With further development, stretchable artificial skin could also be a future option for non-invasive skin grafts, where the traditional approach is not viable or does not work.
“We need further developments to integrate this technology into biomedical applications. The fundamentals (biocompatibility and skin-like elasticity) are already there,” Bhaskaran said.
How electronic skin works
The new research, published on Advanced Intelligent Systems and filed as a provisional patent, it combines three technologies previously tested and patented by the team:
- Extensible electronics. It combines oxide materials with biocompatible silicon to provide transparent, unbreakable, wearable electronics as thin as a sticker.
- Thermoreactive coatings. Self-modifying coatings 1.000 times thinner than a human hair based on a material that transforms in response to heat.
- Memory that mimics the brain. Electronic memory cells that mimic the way the brain uses long-term memory to recall and store previous information.

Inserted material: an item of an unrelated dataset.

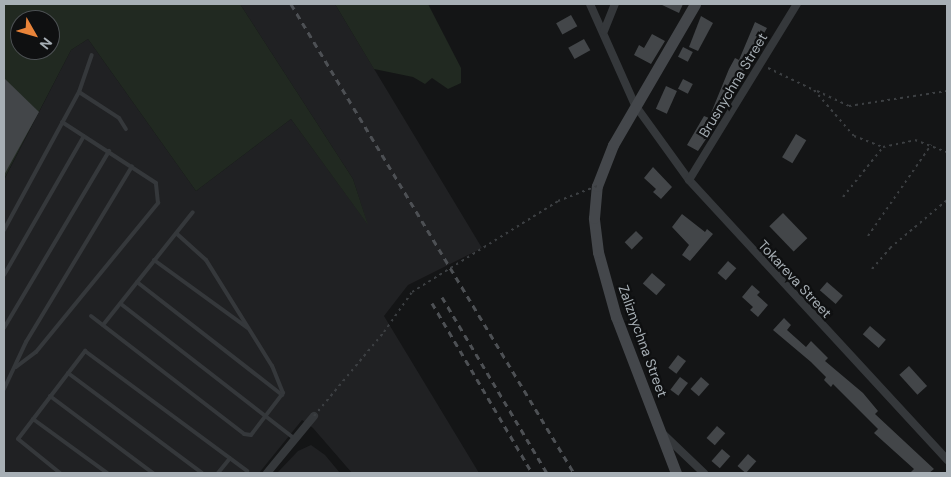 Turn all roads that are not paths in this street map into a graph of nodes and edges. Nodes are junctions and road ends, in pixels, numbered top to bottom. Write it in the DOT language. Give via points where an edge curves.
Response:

The pressure sensor prototype combines extensible electronics and long-term memory cells. The heat sensor brings together temperature-reactive coatings and memory. The pain sensor integrates all three technologies.
PhD researcher Md Ataur Rahman said that memory cells in each prototype of the factors that make up the electronic skin are responsible for triggering a response when pressure, heat or pain has reached a pre-established threshold.
We essentially created the first electronic somatosensors. We have replicated key features of the body's complex system of neurons, neural pathways, and receptors that guide our perception of sensory stimuli
Ataur Rahman, MRIT
Existing technologies used electrical signals to mimic different levels of pain. This new electronic skin can react to real mechanical pressure, temperature and pain and provide the right response. It's a big leap forward. It means that electronic skin knows the difference between gently touching a pin with your finger or accidentally pricking yourself. A fundamental distinction that had never before been achieved electronically.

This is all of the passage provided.